[e2e] Policing TCP flows
Dennis Ferguson
dennis at juniper.net
Fri Jun 21 16:21:45 PDT 2002
Greg,
> so, if we buffer 64 full sized packets and "let them out" (shape to) 1.5Mb/s,
> we end up with a delay of something like 500ms. and, if we are sending cross
> country with a "natural" RTT of 100ms, then were quintupling the RTT. i
> *think* from my look-see years ago that this means a *policer* will drop 5
> times as many packets as a shaper, at least to a zero-th approximation. this
> is because TCP will go through its probe-till-drop cycle 5 times as often with
> a policer as with a shaper.
I'll buy the factor, but I think there's something wrong that attributing
great importance to small factors like that (as opposed to the 0.5ms RTT LAN
case, where the difference to the same approximation is a factor of 1000)
especially because the drop rate in either case as a fraction of packets
sent is likely to be fairly modest. If decreasing the already-low flow
control loss rate by a factor of 5 were of primary importance then wouldn't
we also conclude that:
- we should actually increase the buffer size from 96,000 bytes to
500,000 bytes, since a 2.5 second queue will decrease the packet
drop rate by another factor of 5.
- we should insist that everyone use an MSS of 300 bytes since, for a
given queue byte length, this will reduce the drop rate by another
factor of 5
- we should never implement RED or any other queue management scheme
which attempts to moderate the average length of that (shaped) queue
while keeping the delay-bandwidth pipe full since this will inherently
increase the packet loss rate as well
If you make minimizing congestion control packet loss rates your primary
measure of goodness you'll end up concluding that infinite buffering and
infintesimal MSSes are optimum, and that can't be right. In practice your
queue management should be aiming to drop/mark packets at whatever rate
is required to limit the average TCP window size to that minimally needed
to fill the path's bandwidth bottleneck (in your example above that's 12.5
1500 byte packets) using some worst-case path delay estimate. If you have
both policers and shapers attempting to do this then over longer delay paths
I think you'll find that both end up at a drop rate which differs by only
a small factor, and which as a fraction of the packets being sent is
quite modest in either case. It is only on paths with a very short
uncongested round trip that the policer loss rate starts to look stupid.

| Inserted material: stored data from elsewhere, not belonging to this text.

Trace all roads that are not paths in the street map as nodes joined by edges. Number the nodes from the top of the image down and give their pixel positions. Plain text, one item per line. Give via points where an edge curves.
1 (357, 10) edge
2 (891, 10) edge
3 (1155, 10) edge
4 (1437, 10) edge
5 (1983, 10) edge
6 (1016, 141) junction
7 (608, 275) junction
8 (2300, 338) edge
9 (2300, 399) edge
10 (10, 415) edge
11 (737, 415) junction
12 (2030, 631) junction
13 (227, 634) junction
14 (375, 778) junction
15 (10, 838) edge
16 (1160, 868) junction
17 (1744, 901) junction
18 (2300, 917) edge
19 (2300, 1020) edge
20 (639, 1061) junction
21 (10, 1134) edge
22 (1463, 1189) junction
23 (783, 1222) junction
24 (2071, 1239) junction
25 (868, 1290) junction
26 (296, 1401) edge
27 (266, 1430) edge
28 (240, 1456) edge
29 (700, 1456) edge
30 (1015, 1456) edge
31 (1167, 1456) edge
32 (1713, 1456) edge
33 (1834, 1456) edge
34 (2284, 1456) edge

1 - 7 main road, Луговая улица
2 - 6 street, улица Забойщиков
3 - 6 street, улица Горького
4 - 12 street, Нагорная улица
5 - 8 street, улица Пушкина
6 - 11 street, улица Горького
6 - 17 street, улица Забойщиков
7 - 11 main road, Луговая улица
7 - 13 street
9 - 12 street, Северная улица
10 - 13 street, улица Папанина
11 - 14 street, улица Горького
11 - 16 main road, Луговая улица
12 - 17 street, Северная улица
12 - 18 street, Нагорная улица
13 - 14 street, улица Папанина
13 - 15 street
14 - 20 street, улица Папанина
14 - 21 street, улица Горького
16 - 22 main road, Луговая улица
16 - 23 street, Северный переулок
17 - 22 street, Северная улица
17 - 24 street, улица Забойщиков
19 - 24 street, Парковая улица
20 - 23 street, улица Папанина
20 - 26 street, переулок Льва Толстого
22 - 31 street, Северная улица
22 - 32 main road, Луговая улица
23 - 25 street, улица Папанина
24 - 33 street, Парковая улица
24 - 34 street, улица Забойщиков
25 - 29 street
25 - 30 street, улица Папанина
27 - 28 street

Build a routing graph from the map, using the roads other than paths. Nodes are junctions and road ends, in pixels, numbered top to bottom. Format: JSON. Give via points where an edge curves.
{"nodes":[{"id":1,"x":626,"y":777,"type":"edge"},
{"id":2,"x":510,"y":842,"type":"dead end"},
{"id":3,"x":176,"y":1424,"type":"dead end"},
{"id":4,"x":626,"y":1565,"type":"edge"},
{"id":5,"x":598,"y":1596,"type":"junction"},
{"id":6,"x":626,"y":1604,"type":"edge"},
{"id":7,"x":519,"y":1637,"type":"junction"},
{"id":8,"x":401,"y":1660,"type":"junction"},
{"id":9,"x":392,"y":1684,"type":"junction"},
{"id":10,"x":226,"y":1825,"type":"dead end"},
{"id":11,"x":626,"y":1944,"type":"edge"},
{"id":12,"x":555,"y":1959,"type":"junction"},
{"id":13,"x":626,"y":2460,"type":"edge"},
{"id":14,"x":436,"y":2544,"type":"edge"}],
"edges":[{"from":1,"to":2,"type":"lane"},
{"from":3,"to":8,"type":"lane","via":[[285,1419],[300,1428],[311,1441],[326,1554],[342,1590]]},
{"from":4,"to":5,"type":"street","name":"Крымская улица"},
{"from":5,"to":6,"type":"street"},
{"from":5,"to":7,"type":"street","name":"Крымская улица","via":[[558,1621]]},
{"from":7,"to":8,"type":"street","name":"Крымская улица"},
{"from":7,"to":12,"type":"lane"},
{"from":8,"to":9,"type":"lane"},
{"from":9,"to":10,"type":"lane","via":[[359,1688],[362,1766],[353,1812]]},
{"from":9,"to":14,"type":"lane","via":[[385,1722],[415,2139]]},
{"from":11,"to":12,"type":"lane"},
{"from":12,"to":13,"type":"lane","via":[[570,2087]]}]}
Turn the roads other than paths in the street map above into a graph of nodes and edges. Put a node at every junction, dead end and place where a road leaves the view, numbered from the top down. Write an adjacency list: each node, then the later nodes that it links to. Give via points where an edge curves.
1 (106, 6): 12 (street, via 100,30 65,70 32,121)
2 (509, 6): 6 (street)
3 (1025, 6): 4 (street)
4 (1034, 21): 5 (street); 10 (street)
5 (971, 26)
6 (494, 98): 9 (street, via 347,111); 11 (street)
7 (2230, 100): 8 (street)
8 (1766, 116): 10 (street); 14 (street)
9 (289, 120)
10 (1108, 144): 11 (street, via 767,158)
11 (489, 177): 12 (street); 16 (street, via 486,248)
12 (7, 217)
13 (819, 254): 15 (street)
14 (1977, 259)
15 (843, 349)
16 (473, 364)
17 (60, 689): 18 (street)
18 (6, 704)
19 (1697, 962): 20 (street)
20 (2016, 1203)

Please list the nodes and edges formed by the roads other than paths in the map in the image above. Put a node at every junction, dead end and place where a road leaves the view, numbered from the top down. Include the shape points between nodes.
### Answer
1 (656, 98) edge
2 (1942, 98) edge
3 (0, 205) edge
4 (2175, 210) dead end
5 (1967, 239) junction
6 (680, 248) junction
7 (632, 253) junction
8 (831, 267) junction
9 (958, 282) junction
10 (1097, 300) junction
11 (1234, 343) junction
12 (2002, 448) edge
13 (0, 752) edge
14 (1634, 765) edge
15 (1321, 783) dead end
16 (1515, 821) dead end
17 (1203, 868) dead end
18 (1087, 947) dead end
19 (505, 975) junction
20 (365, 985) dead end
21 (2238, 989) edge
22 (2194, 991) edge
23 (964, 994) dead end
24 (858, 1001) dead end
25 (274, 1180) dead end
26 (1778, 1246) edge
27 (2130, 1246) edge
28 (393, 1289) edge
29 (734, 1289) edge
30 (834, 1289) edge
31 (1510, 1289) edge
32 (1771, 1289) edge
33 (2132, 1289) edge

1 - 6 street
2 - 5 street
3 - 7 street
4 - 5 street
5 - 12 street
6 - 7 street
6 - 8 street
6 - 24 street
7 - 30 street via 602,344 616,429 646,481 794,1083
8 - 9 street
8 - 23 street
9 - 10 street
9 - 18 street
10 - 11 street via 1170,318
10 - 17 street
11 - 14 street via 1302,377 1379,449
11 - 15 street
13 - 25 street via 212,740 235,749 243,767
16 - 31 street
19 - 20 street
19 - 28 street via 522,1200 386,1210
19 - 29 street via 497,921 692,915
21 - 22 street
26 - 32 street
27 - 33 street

> > This should not be taken to imply that I'm a fan of policers, by the way.
>
> i'd *much* rather build (or buy, for that matter) a policer than a shaper,
> just because of memory costs. but, there is such a prejudice against "packet
> drops", it might be a hard sell! (and, to be fair, if the "cost" of the past
> from the sending host to the policer is "expensive", there is a reason to
> prefer a shaper.)
The reason I'm not a fan of policers is that, while it is hard to screw
up the implementation of a real queue (everyone "knows" what this should
behave like), policer implementations seem subject to an infinitely
greater degree of damage. More than this, as a practical matter they
always look awful over the short delay paths people use for testing in
their labs, and life is a bit short to spend explaining why this test
may not be indicative of real-life performance in a large network. On
the other hand, over long-haul paths I believe good policers and
good shapers can produce similar results and that the difference between,
say, a 1% and a 2% flow control drop rate won't bother anyone too much.